Crookes outlined that based on his research there was no additional farmland to be gained as the Great Plains in USA and Canada and the Steppes of Russia were already discovered; no new farmland could be cultivated in order to use the benefits of virgin soil. With crop yields declining on depleted soils, there was only one answer; to bring in vast amounts of fertiliser as bird manure. Extensive deposits of guano found in Chile had provided a significant supply of fertiliser for some time, but calculations were able to show with reasonable accuracy when these supplies would run out. As supplies from South America were limited, new sources had to be established.
The only solution Crookes could come up with was that chemists had to devise a new way of producing nitrogen containing compounds, otherwise, according to his research the World’s population would start starving around 1930. The chemists had to save the day.
Looking back to these old days, BASF had already started working on the challenge of how to use the nitrogen in the air to produce nitrogen compounds.
In 1897, Schönherr and Hessberger started work on improving the arc process for nitric acid production. They actually designed the process up to a full industrial attempt, in Norway, in co-operation with Norsk Hydro. But, owing to the high cost of electricity, the downstream products from the arc process were still more expensive in comparison to imported Chilean nitrates.
In 1900, Willhelm Oswald applied for a patent for the synthesis of ammonia from nitrogen and hydrogen using an iron catalyst. Oswald tried to sell his patent to BASF. Carl Bosch, as a new chemist at BASF, was assigned the task of verifying Oswald’s findings. In doing so, he discovered that the ammonia apparently created on the iron catalyst actually resulted from a previous experiment. There was no continuous ammonia production under the given test conditions and in the end, Oswald withdrew his patent application.
In 1906, Fritz Haber obtained his first results regarding ammonia synthesis from the elements, which he presented in May 1907 at the Bunsen Society meeting. There a heated discussion started with Walther Nernst, who doubted Haber’s results and declared the yields as far too high. Annoyed by this discussion, Haber increased his efforts as well as the pressure in his experiments and obtained even higher yields. Fritz Haber approached BASF in 1908 and signed a contract which gave him the financial means to increase his workload even further. By the end of 1908 the first BASF patent for ammonia synthesis from the elements was granted.
With a process established and a suitable catalyst recipe identified, the next challenge was to scale the process up to a production scale; in this the key innovator was Carl Bosch. After many experiments, Bosch had the idea of separating the task of getting a tightly sealed reactor from the task of bearing the pressure. A liner tube of soft carbon-free iron was fitted on the inside of the reactor, which effectively sealed the reactor. He used a carbon steel shell capable of bearing the pressure, into which holes were drilled to release the hydrogen that still drifted into the outer shell; in this way Bosch created a reactor which lasted practically indefinitely. The workers called the holes ‘Bosch holes’. In this way hydrogen diffusing through the soft iron liner could be released before it could accumulate and create a high pressure and so the pressure bearing reactor wall was protected from hydrogen attack. The loss of hydrogen that occurred in this construction was so limited, that it was neither a safety risk nor of commercial relevance.
The contribution of Bosch in taking the ammonia process from a laboratory scale to an industrial activity led to Bosch and Bergius being jointly awarded the Nobel Prize in Chemistry (1931), in recognition of their contributions to the invention and development of chemical high pressure methods, much later than the award to Haber for his work on the ammonia process (1918).

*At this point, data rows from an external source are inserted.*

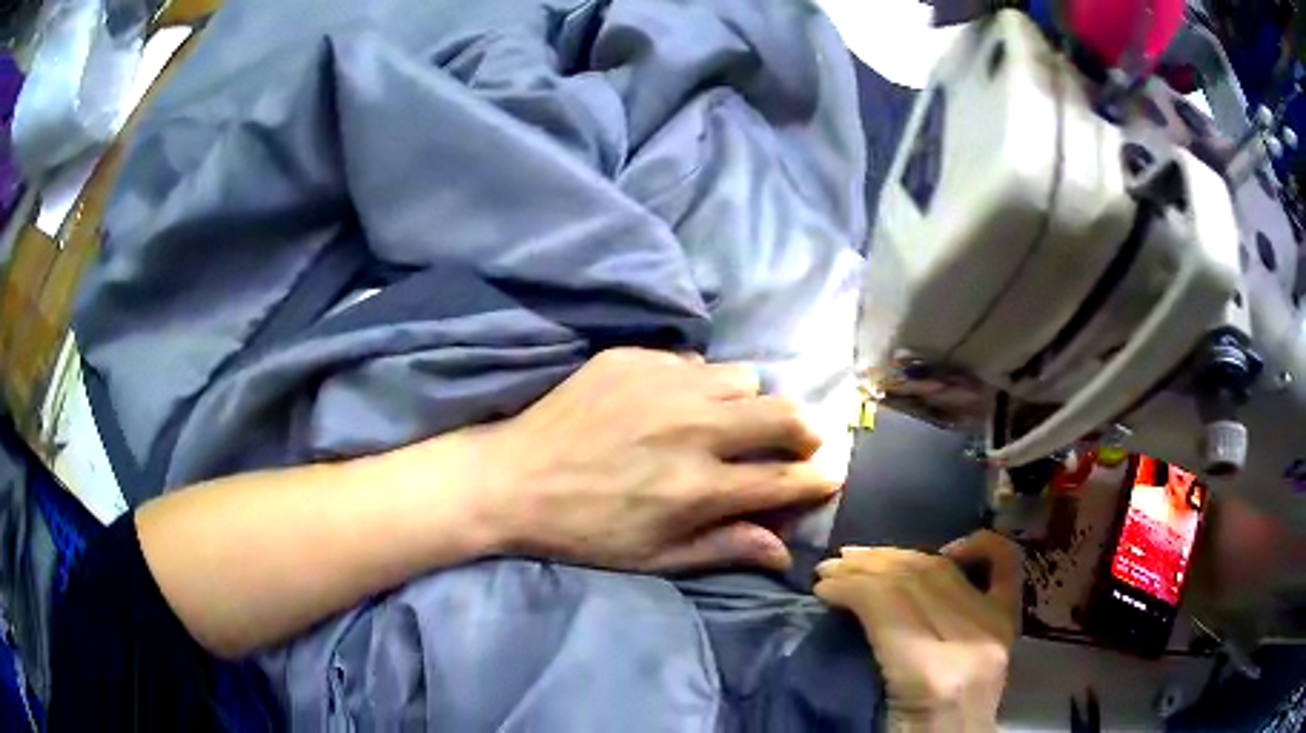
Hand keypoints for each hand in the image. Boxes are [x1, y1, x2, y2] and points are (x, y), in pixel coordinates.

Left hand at [465, 348, 841, 571]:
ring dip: (747, 402)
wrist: (512, 479)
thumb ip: (724, 548)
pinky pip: (692, 361)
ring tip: (724, 420)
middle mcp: (693, 429)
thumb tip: (784, 550)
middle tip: (796, 441)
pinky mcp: (632, 358)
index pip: (786, 478)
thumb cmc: (584, 531)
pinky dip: (697, 382)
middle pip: (784, 414)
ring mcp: (663, 385)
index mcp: (699, 488)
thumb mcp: (654, 557)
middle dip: (804, 430)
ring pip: (743, 377)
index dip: (819, 479)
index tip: (828, 476)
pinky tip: (670, 402)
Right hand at [815, 531, 1021, 731]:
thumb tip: (842, 603)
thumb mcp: (872, 707)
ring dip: (898, 556)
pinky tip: (951, 546)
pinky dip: (981, 547)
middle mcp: (971, 642)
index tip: (820, 587)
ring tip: (864, 557)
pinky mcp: (1008, 622)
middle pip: (916, 579)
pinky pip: (1004, 567)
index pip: (888, 604)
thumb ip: (865, 653)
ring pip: (943, 570)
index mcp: (931, 675)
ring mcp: (995, 627)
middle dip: (867, 566)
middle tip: (833, 567)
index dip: (850, 586)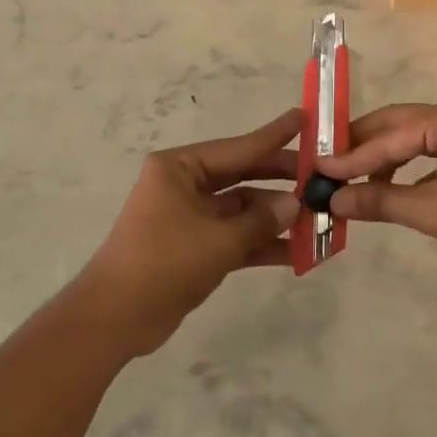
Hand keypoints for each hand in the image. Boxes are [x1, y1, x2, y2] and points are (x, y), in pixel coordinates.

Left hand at [73, 109, 302, 355]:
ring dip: (276, 218)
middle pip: (243, 176)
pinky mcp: (195, 248)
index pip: (239, 147)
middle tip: (322, 177)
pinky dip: (262, 244)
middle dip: (281, 181)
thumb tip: (295, 204)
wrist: (114, 319)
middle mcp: (185, 185)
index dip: (275, 135)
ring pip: (242, 210)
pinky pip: (235, 237)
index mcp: (180, 168)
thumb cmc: (163, 262)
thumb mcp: (218, 239)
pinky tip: (298, 253)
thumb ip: (261, 220)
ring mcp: (190, 217)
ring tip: (319, 221)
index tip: (305, 118)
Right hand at [316, 94, 436, 265]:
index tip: (316, 172)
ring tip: (355, 183)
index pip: (385, 139)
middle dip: (361, 149)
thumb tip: (334, 200)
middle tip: (326, 167)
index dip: (349, 159)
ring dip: (384, 159)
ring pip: (413, 137)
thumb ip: (380, 201)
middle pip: (395, 126)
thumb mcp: (430, 211)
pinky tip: (393, 188)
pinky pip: (432, 147)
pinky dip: (409, 166)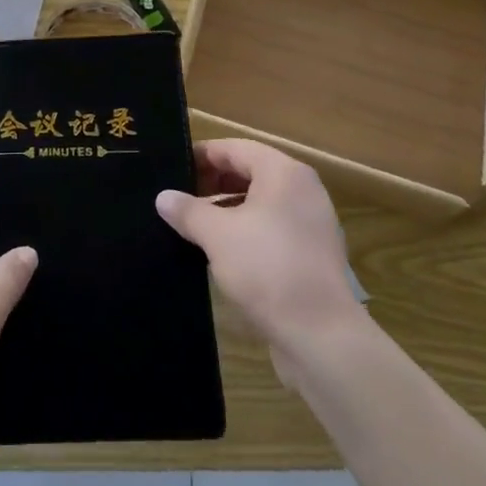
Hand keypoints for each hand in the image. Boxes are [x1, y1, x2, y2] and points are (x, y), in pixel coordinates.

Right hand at [155, 139, 366, 387]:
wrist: (322, 337)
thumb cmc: (267, 269)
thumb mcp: (217, 235)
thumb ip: (188, 211)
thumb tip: (163, 197)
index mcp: (283, 173)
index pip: (234, 148)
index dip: (201, 155)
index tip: (172, 168)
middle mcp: (302, 189)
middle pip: (249, 171)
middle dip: (213, 182)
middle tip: (179, 197)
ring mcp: (312, 223)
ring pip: (261, 201)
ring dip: (227, 207)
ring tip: (194, 224)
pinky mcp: (313, 254)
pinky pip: (273, 227)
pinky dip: (246, 229)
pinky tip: (222, 250)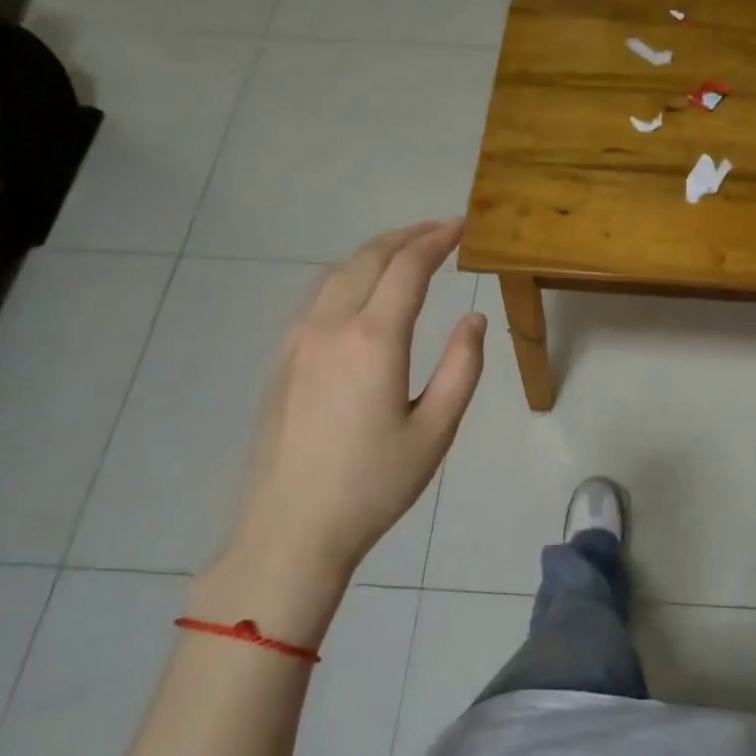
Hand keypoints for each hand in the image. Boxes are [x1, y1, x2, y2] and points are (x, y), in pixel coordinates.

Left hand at [190, 221, 485, 646]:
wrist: (290, 530)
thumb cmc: (374, 484)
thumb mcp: (436, 430)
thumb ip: (462, 368)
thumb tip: (474, 320)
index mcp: (373, 340)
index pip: (408, 268)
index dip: (437, 240)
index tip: (462, 225)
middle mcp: (329, 327)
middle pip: (368, 259)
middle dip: (406, 236)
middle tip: (440, 231)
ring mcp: (297, 341)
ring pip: (337, 274)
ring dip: (374, 254)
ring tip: (407, 253)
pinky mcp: (282, 360)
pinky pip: (318, 299)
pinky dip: (349, 278)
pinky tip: (365, 295)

Since these early days, the so-called Haber-Bosch process for manufacturing ammonia has been much studied, developed, and improved (Reuvers, Brightling, Seldon, 2013; Reuvers, 2017). Early processes used coal as a source of hydrogen, more modern processes use natural gas. When natural gas is used as a material source for hydrogen, the gas is steam reformed to produce hydrogen and carbon dioxide.
Even today, 2021, the most modern commercial units use methane steam reforming for the production of hydrogen, which is then reacted with purified nitrogen from air to produce ammonia (NH3). All commercial present-day processes are still based on the Haber-Bosch technology.

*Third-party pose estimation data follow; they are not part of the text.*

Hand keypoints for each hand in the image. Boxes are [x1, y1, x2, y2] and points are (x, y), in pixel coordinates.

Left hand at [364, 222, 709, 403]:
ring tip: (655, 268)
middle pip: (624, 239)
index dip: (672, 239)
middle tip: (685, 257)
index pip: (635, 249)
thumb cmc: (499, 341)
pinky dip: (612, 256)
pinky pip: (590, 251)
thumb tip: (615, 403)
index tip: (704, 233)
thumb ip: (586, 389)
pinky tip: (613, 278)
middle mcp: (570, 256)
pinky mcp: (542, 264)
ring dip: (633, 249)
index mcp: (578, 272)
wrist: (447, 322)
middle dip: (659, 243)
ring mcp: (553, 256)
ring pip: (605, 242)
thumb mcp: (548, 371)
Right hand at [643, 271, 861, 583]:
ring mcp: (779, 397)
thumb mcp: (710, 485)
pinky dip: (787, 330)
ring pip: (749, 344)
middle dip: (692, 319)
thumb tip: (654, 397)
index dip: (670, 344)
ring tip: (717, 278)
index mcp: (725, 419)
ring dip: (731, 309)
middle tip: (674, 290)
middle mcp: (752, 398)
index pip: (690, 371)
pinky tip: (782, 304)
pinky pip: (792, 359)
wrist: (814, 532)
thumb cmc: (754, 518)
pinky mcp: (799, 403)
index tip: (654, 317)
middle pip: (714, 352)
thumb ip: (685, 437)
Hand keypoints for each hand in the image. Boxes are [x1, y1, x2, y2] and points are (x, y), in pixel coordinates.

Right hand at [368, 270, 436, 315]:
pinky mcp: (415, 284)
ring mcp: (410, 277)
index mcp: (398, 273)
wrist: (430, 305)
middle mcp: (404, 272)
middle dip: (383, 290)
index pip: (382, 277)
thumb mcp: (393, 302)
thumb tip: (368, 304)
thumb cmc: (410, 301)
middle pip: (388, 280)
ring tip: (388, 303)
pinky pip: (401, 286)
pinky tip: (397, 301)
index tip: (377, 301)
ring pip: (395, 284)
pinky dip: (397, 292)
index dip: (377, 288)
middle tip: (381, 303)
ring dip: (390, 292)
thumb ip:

This ammonia history is nicely explained by T. Hager in his book “The Alchemy of Air” (2008).
Properties and reactivity of ammonia
Ammonia, NH3, is a colourless gas with a characteristically pungent smell. It is lighter than air, its density (100 wt-%) being 0.618 g/cm3. It is easily liquefied (owing to the strong hydrogen bonding between individual molecules); the liquid boils at -33.3 °C, and freezes at -77.7 °C.
Ammonia does not burn readily or sustain combustion, except under narrow fuel-to-air mixtures of 15–25 % air. When mixed with oxygen, it burns with a pale yellowish-green flame.
Ammonia readily dissolves in water. The aqueous solution of ammonia is basic.
Ammonia will react with acids to form ammonium salts, such as ammonium chloride (salmiak salt), ammonium nitrate and ammonium sulphate. Ammonia reacts strongly with chlorine forming nitrogen and hydrogen chloride; if chlorine is present in excess, the highly explosive nitrogen trichloride (NCl3) is also formed.
At high temperature, and in the presence of a suitable catalyst, ammonia is decomposed into its constituent elements. Decomposition of ammonia is a slightly endothermic process requiring 23 kJ/mol of ammonia, and yields hydrogen and nitrogen gas.
There are many uses for ammonia although the majority of applications is as a direct fertiliser in its own right or as a starting material for various fertiliser formulations, including urea, ammonium nitrate, and ammonium sulphate. Worldwide, about 80-85 % of all ammonia produced is used in fertiliser applications. Mainly in the United States, ammonia is applied to fields in the form of anhydrous ammonia, here the share of directly applied / injected ammonia amounts to about 30 % of all agricultural nitrogen.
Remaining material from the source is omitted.